I find long drives both peaceful and a way to collect my thoughts. As a designer and an inventor, getting away from the hustle of city life helps me understand the function of design and its relationship to people and nature. In the early 90's, while working as an artist for a software company in Seattle, I was given Don Norman's book The Design of Everyday Things. I found the book fascinating. It discussed how we view things, the difference between good design (which in most cases is transparent and not discernible, according to Norman) and bad design which causes pause, and makes us think about the relationship between the items function and its design. A classic example would be door handles. There's a well known Far Side cartoon by Gary Larson, depicting the door in front of the "Midvale School for the Gifted." A student is trying to push it open. On the door is a sign that say's "pull."
We've all done it. How many times have you gone to a door that has a handle that implies push, but you pull, and vice-versa? That would be a transparent design which should easily tell you the function of the handle. No handle? Push.
Along my drive this weekend I happened on two attractions that put all this in into perspective. The Madonna Inn, located along the central coast near San Luis Obispo, is a motel attraction originally built in 1958. It gets a lot of media attention for its fantastical design. Think Willy Wonka meets Hannibal Lecter and you'll have a general idea of the place.

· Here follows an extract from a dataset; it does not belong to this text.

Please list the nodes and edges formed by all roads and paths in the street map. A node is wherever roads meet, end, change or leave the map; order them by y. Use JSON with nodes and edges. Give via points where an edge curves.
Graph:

Much has been written about the Inn, including this quote which sums up the experience:
The poor words with which natural human speech is provided, cannot suffice to describe the Madonna Inn... Let's say that Albert Speer, while leafing through a book on Gaudi, swallowed an overgenerous dose of LSD and began to build a nuptial catacomb for Liza Minnelli.
- Umberto Eco, Travels In Hyperreality.
Interestingly enough however, the Madonna Inn bustles with business. Tourists were quickly snapping pictures of every public room, even taking turns to take photos of the well-publicized urinal 'cave' in the men's restroom. Good design? Not really. Ornate overkill comes to mind. Sensory overload a not so distant second. Or wait a minute: There are thousands of motels in the US. Most have much better functional design. But, for a seemingly remote place, where the only other attraction is the Hearst Castle fifty miles north, this place is nirvana. Like the Watts Towers, they've built something totally out of the ordinary and people flock to experience it.

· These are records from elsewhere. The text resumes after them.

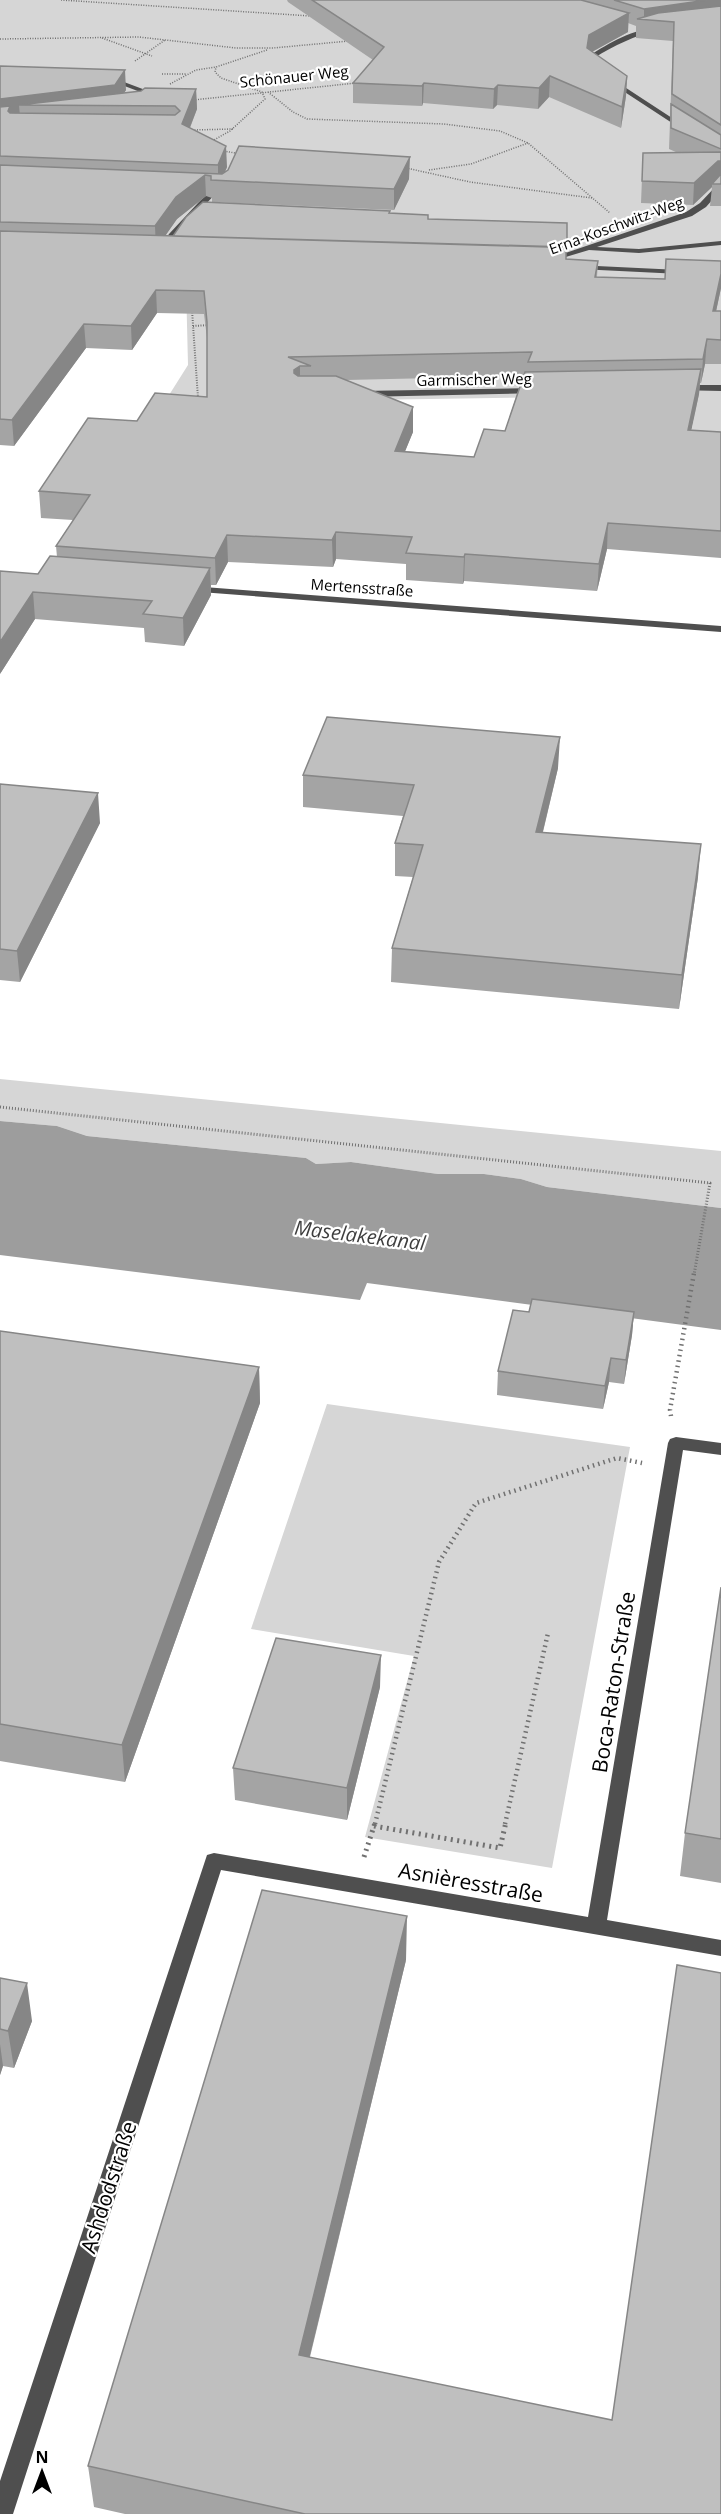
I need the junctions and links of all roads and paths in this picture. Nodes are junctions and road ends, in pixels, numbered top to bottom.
1 (61, 0) edge
2 (321, 17) edge
3 (665, 27) edge
4 (631, 28) edge
5 (641, 31) junction
6 (97, 37) junction
7 (0, 39) edge
8 (166, 39) junction
9 (356, 39) edge
10 (273, 48) junction
11 (145, 52) junction
12 (152, 56) dead end
13 (216, 67) junction
14 (103, 77) edge
15 (111, 78) junction
16 (362, 82) edge
17 (268, 91) junction
18 (146, 92) junction
19 (262, 92) junction
20 (142, 106) junction
21 (130, 108) edge
22 (233, 129) junction
23 (185, 131) edge
24 (528, 143) junction
25 (211, 145) edge
26 (721, 153) edge
27 (249, 156) edge
28 (234, 166) joint
29 (404, 168) edge
30 (425, 171) junction
31 (721, 186) edge
32 (203, 190) edge
33 (219, 191) junction
34 (592, 198) junction
35 (202, 206) junction
36 (214, 206) edge
37 (645, 229) junction
38 (721, 243) edge
39 (585, 248) junction
40 (149, 253) edge
41 (160, 253) junction
42 (171, 254) edge
43 (535, 265) edge
44 (547, 265) junction
45 (560, 266) edge
46 (572, 267) edge
47 (721, 274) edge
48 (192, 305) edge
49 (216, 325) edge
50 (193, 326) junction
51 (721, 388) edge
52 (666, 389) edge
53 (548, 391) edge
54 (348, 395) edge
55 (209, 397) edge
56 (183, 588) edge
57 (721, 629) edge
58 (0, 1107) edge
59 (670, 1410) dead end
60 (721, 1449) edge
61 (671, 1468) junction
62 (548, 1633) dead end
63 (374, 1826) junction
64 (214, 1861) joint
65 (356, 1887) junction
66 (596, 1928) junction
67 (721, 1948) edge
68 (1, 2514) edge

1 - 2 path
3 - 5 street
4 - 5 street
5 - 26 street
6 - 7 path
6 - 8 path
6 - 11 path
8 - 10 path
8 - 11 path
9 - 10 path
10 - 13 path
11 - 12 path
11 - 15 path
13 - 18 path
13 - 19 path
14 - 15 street
15 - 18 street
16 - 17 path, Schönauer Weg
17 - 19 path, Schönauer Weg
17 - 24 path
18 - 20 street
19 - 20 path, Schönauer Weg
19 - 22 path
20 - 21 street
22 - 23 path
22 - 25 path
24 - 30 path
24 - 34 path
27 - 28 path
28 - 33 street
29 - 30 path
30 - 34 path
31 - 37 street, Erna-Koschwitz-Weg
32 - 33 street
33 - 35 street
34 - 37 path
35 - 36 street
35 - 41 street
37 - 39 street, Erna-Koschwitz-Weg
38 - 39 street
39 - 44 street, Erna-Koschwitz-Weg
40 - 41 street
41 - 42 street
43 - 44 street
44 - 45 street
46 - 47 street
48 - 50 path
49 - 50 path
50 - 55 path
51 - 52 street
53 - 54 street, Garmischer Weg
56 - 57 street, Mertensstraße
58 - 59 path
60 - 61 street, Boca-Raton-Straße
61 - 63 path
61 - 66 street, Boca-Raton-Straße
62 - 63 path
63 - 65 path
64 - 65 street, Asnièresstraße
64 - 68 street, Ashdodstraße
65 - 66 street, Asnièresstraße
66 - 67 street, Asnièresstraße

An hour later I arrived at the aforementioned Hearst Castle. Regal. Royal. A bit of Europe situated high upon the hillside overlooking the beautiful coast. A much bigger operation (owned by the State of California), this attraction was well-organized, thoroughly curated, and expensive! There is a theater showing a 40-minute movie about the history of the Hearst family and the Castle they built. Then there are trams leading tours around the grounds, although signs continually remind folks not to take flash photography or touch anything. And once inside the Castle, visitors hear the history of its celebrated guests, the lavish parties, the treasury spent on art, marble, materials and craftsmanship brought in from all over from Europe. All at the hand of the great architect Julia Morgan. It is an overwhelming sight. More than four contiguous tours, each lasting over an hour-and-one- half (and costing about $25 each) wouldn't cover all the rooms of the mansion.
But is it a great design? Not really. Most of the design is directly borrowed, or duplicative, and can be attributed to styles found in Europe. The Castle is huge and spectacular, but that's also its greatest flaw. It's beautiful, but so is a pile of gold bricks with blue ribbons. All the visitors are revisiting the past, enamored of history, the cost overruns, the Italian marble, the gold leaf, and the plentiful use of teak wood. It is easy to enjoy the Castle on its own merits, on autopilot, if you will, reaffirming what you've already seen in books. Take your pictures and fill your albums.
But if you want to experience design, go off the beaten path, and be accepting of design that permits ease of use while you ponder the relationship we all share with it.
Transparent functionality that goes unnoticed, and intentionally so such as the push-pull example, can be a great thing but the design that makes you think may be the one most worthy of all.